Friday, July 22, 2011
Matos 5634 First Ma'amar
The beginning of this week's parsha relates the laws of vows. The first Midrash in the parsha teaches us that in order to take an oath one has to be very righteous. The Midrash cites a pasuk, “וְנִשְׁבַּעְתָּ חַי־ה' בֶּאֱמֶת בְּמִשְׁפָּט וּבִצְדָקָה .../You will swear, “As God lives!” in truth, justice and righteousness …” (Yirmiyahu 4:2) To invoke God's name in an oath requires a level of truth, justice and righteousness.
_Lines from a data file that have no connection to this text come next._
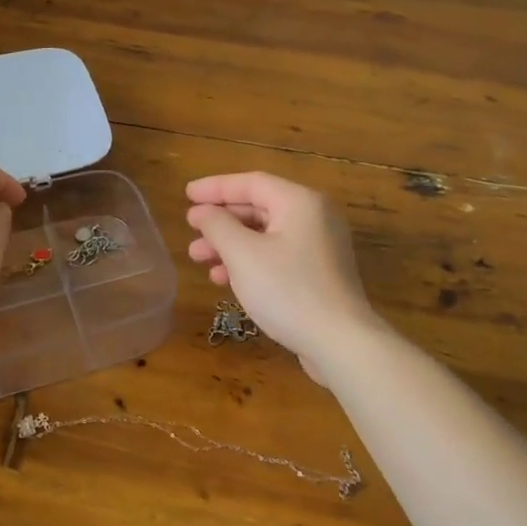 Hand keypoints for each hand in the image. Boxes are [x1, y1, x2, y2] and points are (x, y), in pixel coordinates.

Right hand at [185, 172, 378, 378]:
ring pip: (265, 234)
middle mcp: (314, 216)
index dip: (215, 188)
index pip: (250, 183)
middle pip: (258, 207)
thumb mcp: (243, 254)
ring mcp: (319, 246)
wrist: (340, 342)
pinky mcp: (319, 273)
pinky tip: (225, 279)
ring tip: (199, 258)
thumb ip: (218, 226)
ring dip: (230, 244)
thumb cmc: (288, 290)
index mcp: (299, 202)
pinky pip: (277, 255)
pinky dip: (249, 261)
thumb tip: (202, 212)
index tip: (186, 194)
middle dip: (221, 220)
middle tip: (190, 230)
The Midrash cites another pasuk, "את ה' א-להיך תירא ואתו תעבוד ובשמו תשבע/Fear God, your Lord; worship Him and then you may swear by His name." (Devarim 6:13)
The Sfas Emes understands that swearing by God's name is actually part of the mitzvah because by doing so we honor God. When we invoke His name in an oath we are saying that our statement is true just as God is the epitome of truth. Still, the Midrash teaches that taking oaths is for the righteous who have reached the good qualities enumerated in these pesukim and elaborated upon in the Midrash. Why is this? An oath is simply a strong verbal statement of truth. Why must one be totally righteous to take one?
To answer this question we need a deeper understand of what an oath is. When we take an oath we are creating a Torah prohibition. How can we, mere physical beings, create Torah prohibitions with all the spiritual power implied? The Chiddushei HaRim notes that the word for oath – שבועה – in Hebrew has the same root as the Hebrew word for seven –שבעה . An oath is a verbal commitment that has the agreement all seven of a person's primary character traits. That is to say, an oath is a commitment of one's entire being. Since we are not only physical beings but spiritual ones as well, such a total commitment invokes the Godliness that is within us as well.
This is clear from Chazal who say that before we are born, we are asked to swear that we will be righteous. What is the significance of an oath to a soul? Can a soul take an object to swear upon as we would? Can a soul not tell the truth? However, if we understand an oath as the Chiddushei HaRim explained, that it is a commitment of one's entire being, we will realize that an oath is indeed appropriate for a soul. The soul certainly realizes that its existence is dependent solely upon God. The soul that is about to enter the world will most certainly desire with all its power to be God's agent in the physical world, to effect its rectification and to do only God's will. This total commitment is the essence of an oath.
The kabbalists teach us that Shabbos is called an oath. Since God is more revealed on Shabbos, it is easier for us to commit to serving Him. This is why Chazal teach us that the Torah was given specifically on Shabbos and we took an oath at the giving of the Torah to keep its laws. At the giving of the Torah, when we heard, "אנכי ה' א-להיך .../I am God, your Lord …" (Shmos 20:2), it was absolutely clear to every one of the nation that his existence is from God. Therefore to commit to keep the Torah, to do God's will, had the force of an oath. We made that commit with our entire beings.
This concept of an oath sheds light on our original question. A person can invoke the Godliness within him, making a total and complete commitment, through an oath only if he is connected with that Godliness. This is why the Midrash teaches that only the righteous may take oaths.